Provided entries
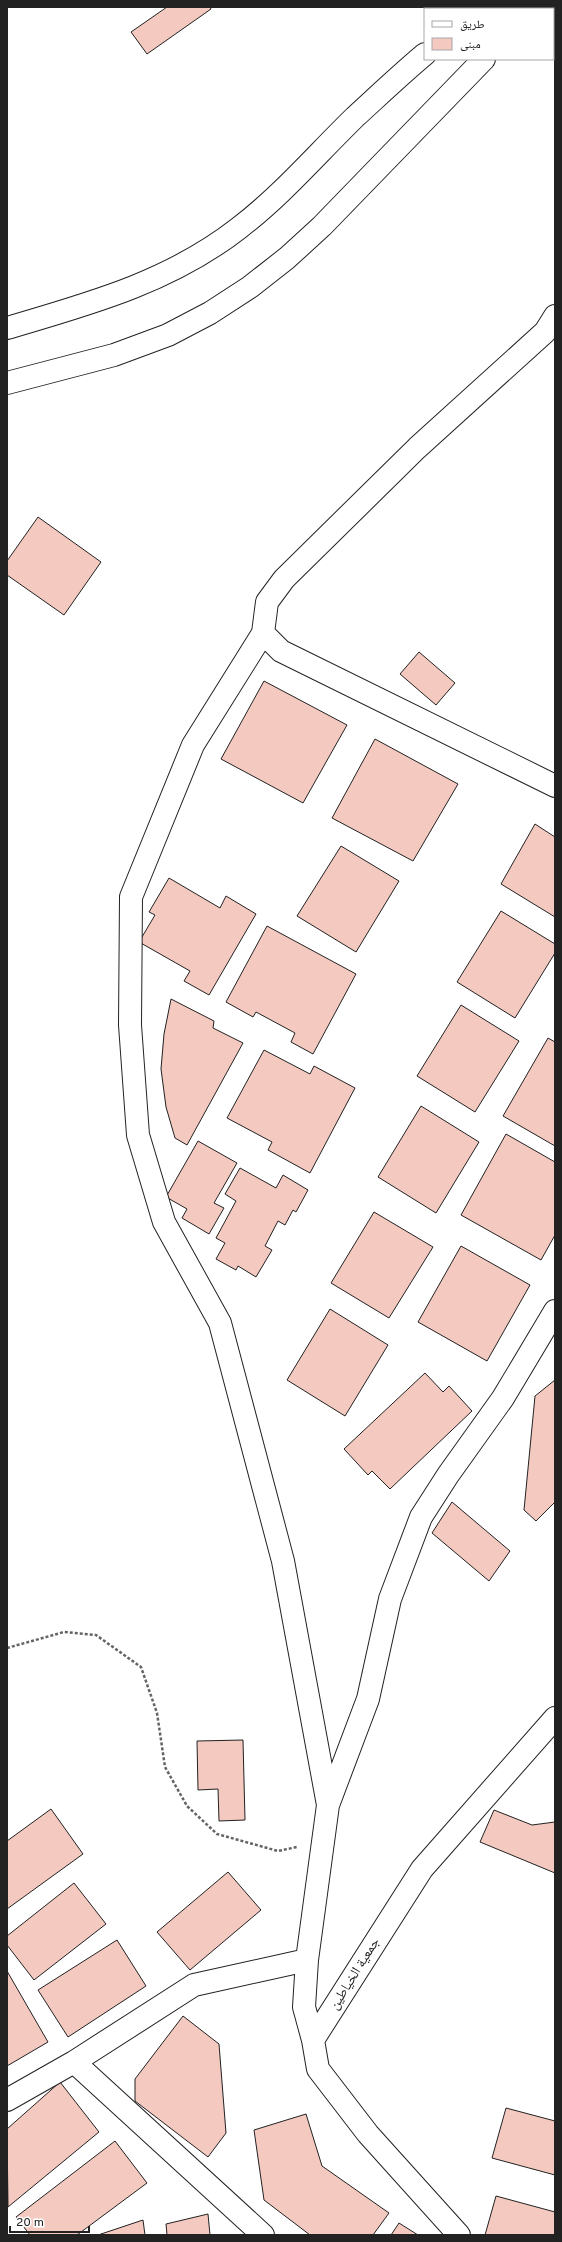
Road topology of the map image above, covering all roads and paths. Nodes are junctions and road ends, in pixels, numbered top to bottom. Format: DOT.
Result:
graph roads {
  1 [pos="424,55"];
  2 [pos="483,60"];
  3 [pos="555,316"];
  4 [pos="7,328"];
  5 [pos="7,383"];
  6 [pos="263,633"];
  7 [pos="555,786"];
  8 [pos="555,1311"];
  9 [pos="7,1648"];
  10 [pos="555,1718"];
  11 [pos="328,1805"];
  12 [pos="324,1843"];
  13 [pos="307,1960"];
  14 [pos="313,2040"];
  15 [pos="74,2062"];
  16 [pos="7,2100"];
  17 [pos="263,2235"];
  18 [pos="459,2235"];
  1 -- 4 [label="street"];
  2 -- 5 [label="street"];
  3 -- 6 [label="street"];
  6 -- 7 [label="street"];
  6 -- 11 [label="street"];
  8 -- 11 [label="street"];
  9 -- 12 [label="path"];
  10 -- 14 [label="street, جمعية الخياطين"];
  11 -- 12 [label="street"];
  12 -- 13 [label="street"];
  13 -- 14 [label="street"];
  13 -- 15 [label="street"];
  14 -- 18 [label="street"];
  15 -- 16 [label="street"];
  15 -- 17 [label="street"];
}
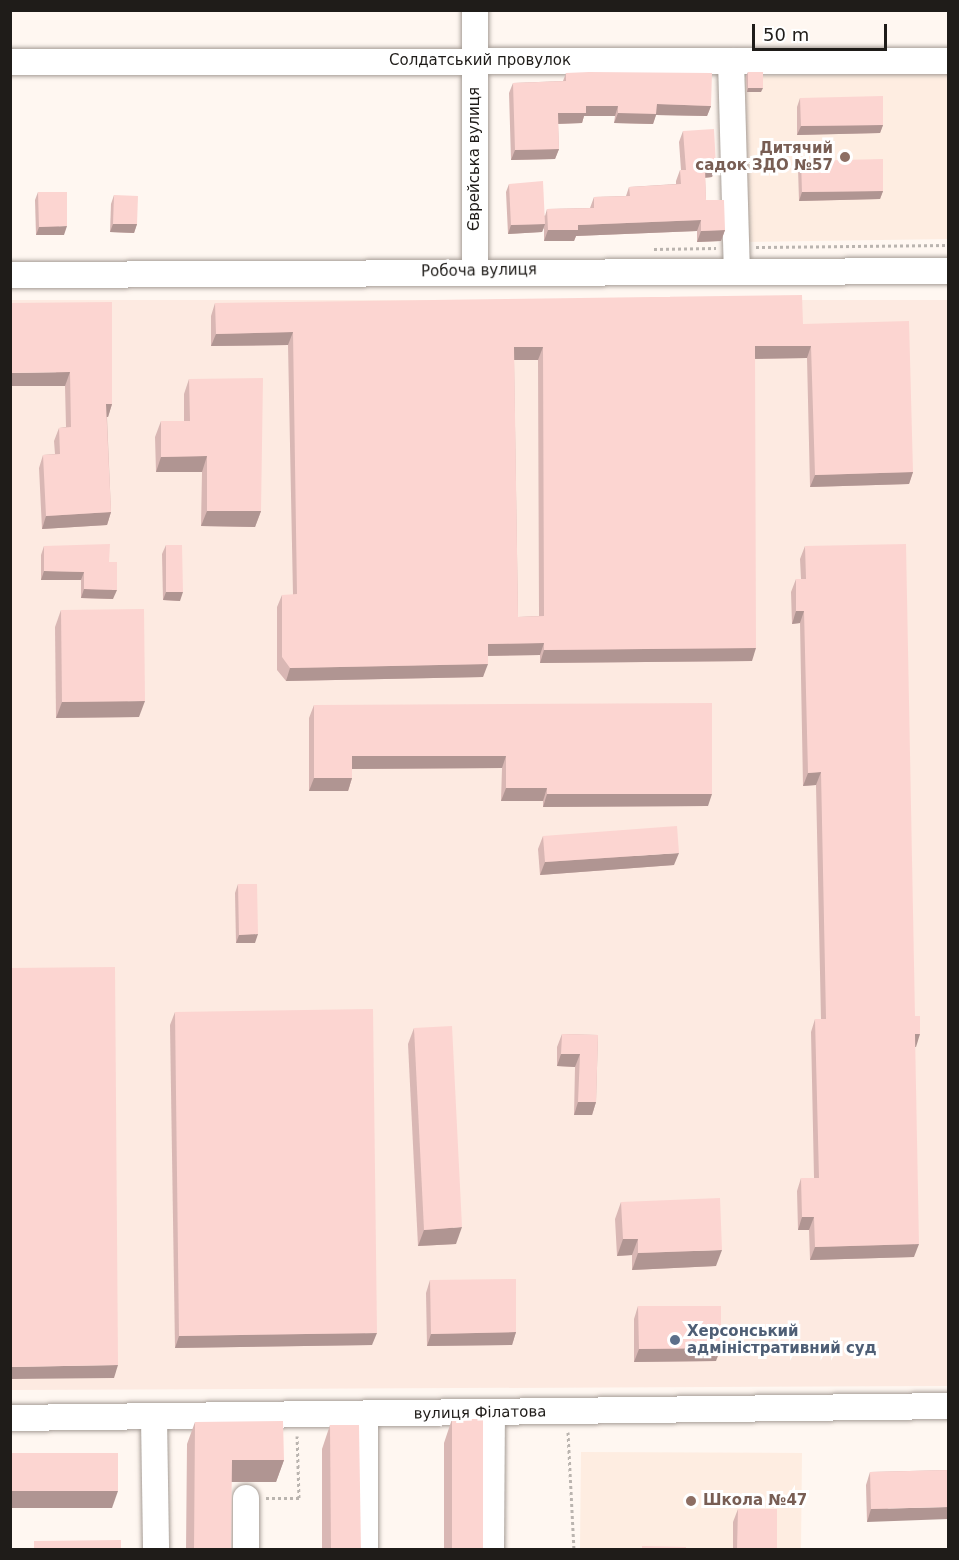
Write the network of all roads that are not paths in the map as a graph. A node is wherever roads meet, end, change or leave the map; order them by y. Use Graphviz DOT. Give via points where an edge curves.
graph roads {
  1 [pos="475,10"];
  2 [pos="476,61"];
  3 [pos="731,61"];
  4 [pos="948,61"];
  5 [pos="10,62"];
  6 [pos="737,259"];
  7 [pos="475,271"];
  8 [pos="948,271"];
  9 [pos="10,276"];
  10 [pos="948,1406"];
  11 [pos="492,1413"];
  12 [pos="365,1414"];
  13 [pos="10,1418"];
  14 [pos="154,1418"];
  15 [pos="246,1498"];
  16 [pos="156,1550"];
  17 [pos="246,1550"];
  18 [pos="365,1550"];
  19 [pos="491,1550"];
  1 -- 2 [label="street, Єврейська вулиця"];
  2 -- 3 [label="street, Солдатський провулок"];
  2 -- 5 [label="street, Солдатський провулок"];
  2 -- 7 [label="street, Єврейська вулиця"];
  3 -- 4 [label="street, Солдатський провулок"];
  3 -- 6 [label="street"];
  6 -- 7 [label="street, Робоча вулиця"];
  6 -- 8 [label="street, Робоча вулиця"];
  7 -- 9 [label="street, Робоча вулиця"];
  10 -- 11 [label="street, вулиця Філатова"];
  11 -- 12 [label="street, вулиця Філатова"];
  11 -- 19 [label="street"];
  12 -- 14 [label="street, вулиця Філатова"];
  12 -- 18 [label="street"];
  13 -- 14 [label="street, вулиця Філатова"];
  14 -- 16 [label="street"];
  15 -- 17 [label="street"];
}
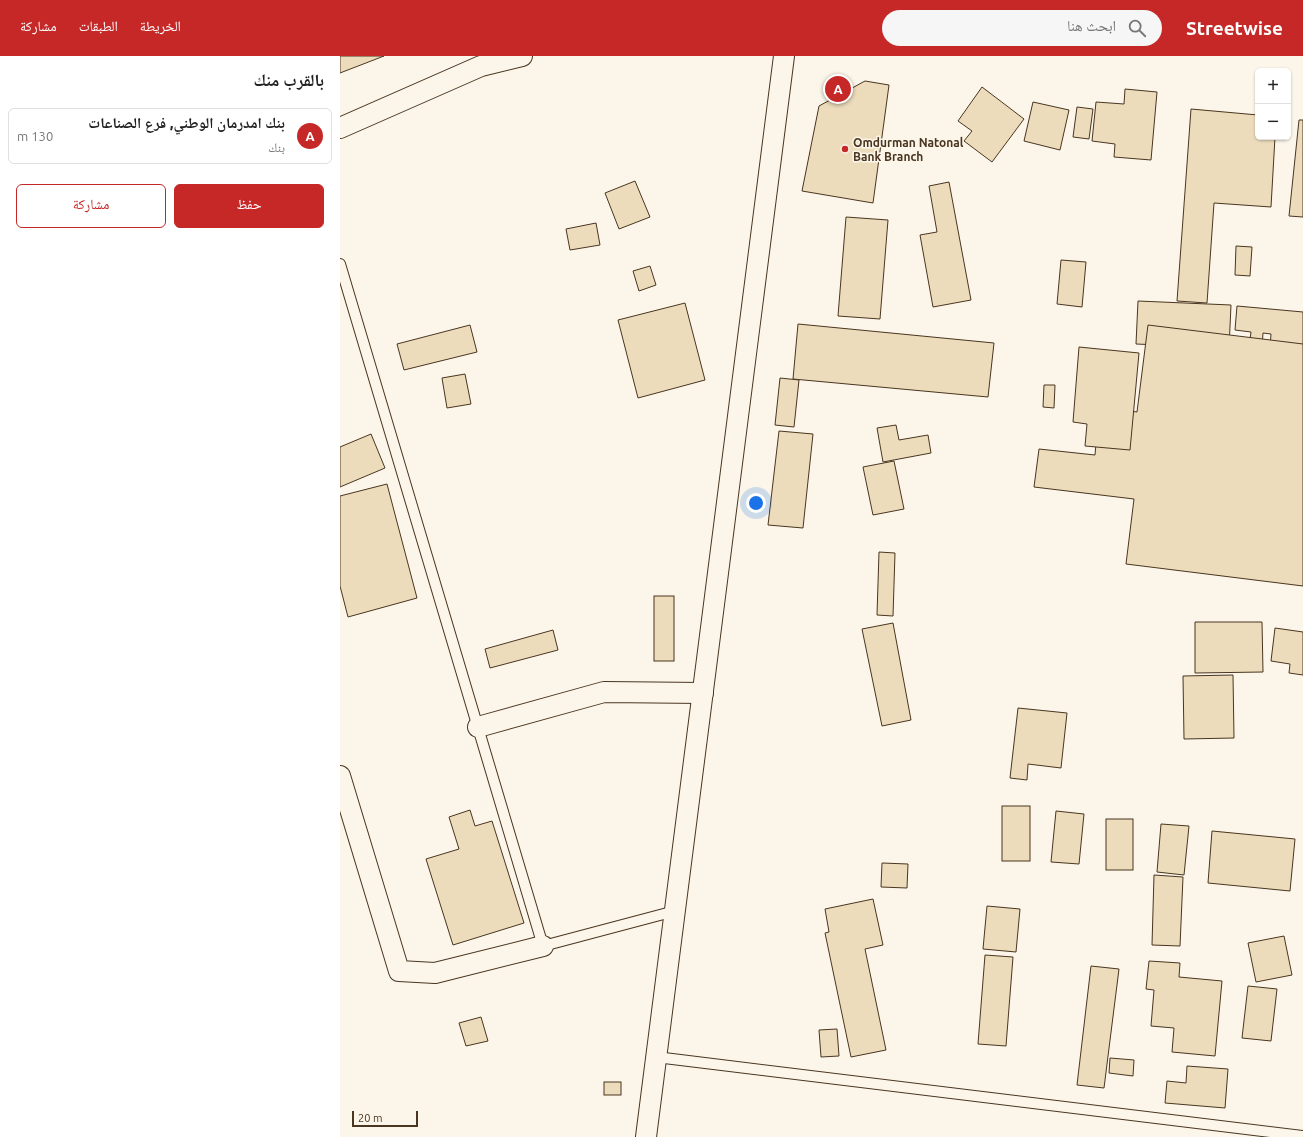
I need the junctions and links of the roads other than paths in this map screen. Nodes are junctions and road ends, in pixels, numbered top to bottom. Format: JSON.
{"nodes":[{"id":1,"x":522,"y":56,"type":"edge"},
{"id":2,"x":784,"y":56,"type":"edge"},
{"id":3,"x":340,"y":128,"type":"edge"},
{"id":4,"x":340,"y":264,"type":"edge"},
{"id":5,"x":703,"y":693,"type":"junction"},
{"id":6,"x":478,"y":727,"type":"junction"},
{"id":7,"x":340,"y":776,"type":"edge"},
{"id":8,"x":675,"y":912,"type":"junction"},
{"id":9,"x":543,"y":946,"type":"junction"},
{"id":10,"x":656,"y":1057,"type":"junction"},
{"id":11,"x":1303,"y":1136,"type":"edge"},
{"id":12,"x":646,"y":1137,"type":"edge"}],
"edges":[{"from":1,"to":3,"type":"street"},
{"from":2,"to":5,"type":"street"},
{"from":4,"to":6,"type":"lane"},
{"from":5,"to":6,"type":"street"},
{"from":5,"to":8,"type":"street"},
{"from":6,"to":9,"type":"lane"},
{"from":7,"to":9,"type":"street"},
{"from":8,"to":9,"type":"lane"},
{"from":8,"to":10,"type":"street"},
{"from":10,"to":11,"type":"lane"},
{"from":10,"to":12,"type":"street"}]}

What to do
Reproduce the data above in full, exactly as it is, with the pictures left out.

Task answer
Road topology of the map image above, covering all roads and paths. Nodes are junctions and road ends, in pixels, numbered top to bottom. Format: DOT.
Result:
graph roads {
  1 [pos="424,55"];
  2 [pos="483,60"];
  3 [pos="555,316"];
  4 [pos="7,328"];
  5 [pos="7,383"];
  6 [pos="263,633"];
  7 [pos="555,786"];
  8 [pos="555,1311"];
  9 [pos="7,1648"];
  10 [pos="555,1718"];
  11 [pos="328,1805"];
  12 [pos="324,1843"];
  13 [pos="307,1960"];
  14 [pos="313,2040"];
  15 [pos="74,2062"];
  16 [pos="7,2100"];
  17 [pos="263,2235"];
  18 [pos="459,2235"];
  1 -- 4 [label="street"];
  2 -- 5 [label="street"];
  3 -- 6 [label="street"];
  6 -- 7 [label="street"];
  6 -- 11 [label="street"];
  8 -- 11 [label="street"];
  9 -- 12 [label="path"];
  10 -- 14 [label="street, جمعية الخياطين"];
  11 -- 12 [label="street"];
  12 -- 13 [label="street"];
  13 -- 14 [label="street"];
  13 -- 15 [label="street"];
  14 -- 18 [label="street"];
  15 -- 16 [label="street"];
  15 -- 17 [label="street"];
}
Write the network of all roads that are not paths in the map as a graph. A node is wherever roads meet, end, change or leave the map; order them by y. Use Graphviz DOT. Give via points where an edge curves.
graph roads {
  1 [pos="475,10"];
  2 [pos="476,61"];
  3 [pos="731,61"];
  4 [pos="948,61"];
  5 [pos="10,62"];
  6 [pos="737,259"];
  7 [pos="475,271"];
  8 [pos="948,271"];
  9 [pos="10,276"];
  10 [pos="948,1406"];
  11 [pos="492,1413"];
  12 [pos="365,1414"];
  13 [pos="10,1418"];
  14 [pos="154,1418"];
  15 [pos="246,1498"];
  16 [pos="156,1550"];
  17 [pos="246,1550"];
  18 [pos="365,1550"];
  19 [pos="491,1550"];
  1 -- 2 [label="street, Єврейська вулиця"];
  2 -- 3 [label="street, Солдатський провулок"];
  2 -- 5 [label="street, Солдатський провулок"];
  2 -- 7 [label="street, Єврейська вулиця"];
  3 -- 4 [label="street, Солдатський провулок"];
  3 -- 6 [label="street"];
  6 -- 7 [label="street, Робоча вулиця"];
  6 -- 8 [label="street, Робоча вулиця"];
  7 -- 9 [label="street, Робоча вулиця"];
  10 -- 11 [label="street, вулиця Філатова"];
  11 -- 12 [label="street, вулиця Філатова"];
  11 -- 19 [label="street"];
  12 -- 14 [label="street, вулиця Філатова"];
  12 -- 18 [label="street"];
  13 -- 14 [label="street, вулиця Філатова"];
  14 -- 16 [label="street"];
  15 -- 17 [label="street"];
}
I need the junctions and links of the roads other than paths in this map screen. Nodes are junctions and road ends, in pixels, numbered top to bottom. Format: JSON.
{"nodes":[{"id":1,"x":522,"y":56,"type":"edge"},
{"id":2,"x":784,"y":56,"type":"edge"},
{"id":3,"x":340,"y":128,"type":"edge"},
{"id":4,"x":340,"y":264,"type":"edge"},
{"id":5,"x":703,"y":693,"type":"junction"},
{"id":6,"x":478,"y":727,"type":"junction"},
{"id":7,"x":340,"y":776,"type":"edge"},
{"id":8,"x":675,"y":912,"type":"junction"},
{"id":9,"x":543,"y":946,"type":"junction"},
{"id":10,"x":656,"y":1057,"type":"junction"},
{"id":11,"x":1303,"y":1136,"type":"edge"},
{"id":12,"x":646,"y":1137,"type":"edge"}],
"edges":[{"from":1,"to":3,"type":"street"},
{"from":2,"to":5,"type":"street"},
{"from":4,"to":6,"type":"lane"},
{"from":5,"to":6,"type":"street"},
{"from":5,"to":8,"type":"street"},
{"from":6,"to":9,"type":"lane"},
{"from":7,"to":9,"type":"street"},
{"from":8,"to":9,"type":"lane"},
{"from":8,"to":10,"type":"street"},
{"from":10,"to":11,"type":"lane"},
{"from":10,"to":12,"type":"street"}]}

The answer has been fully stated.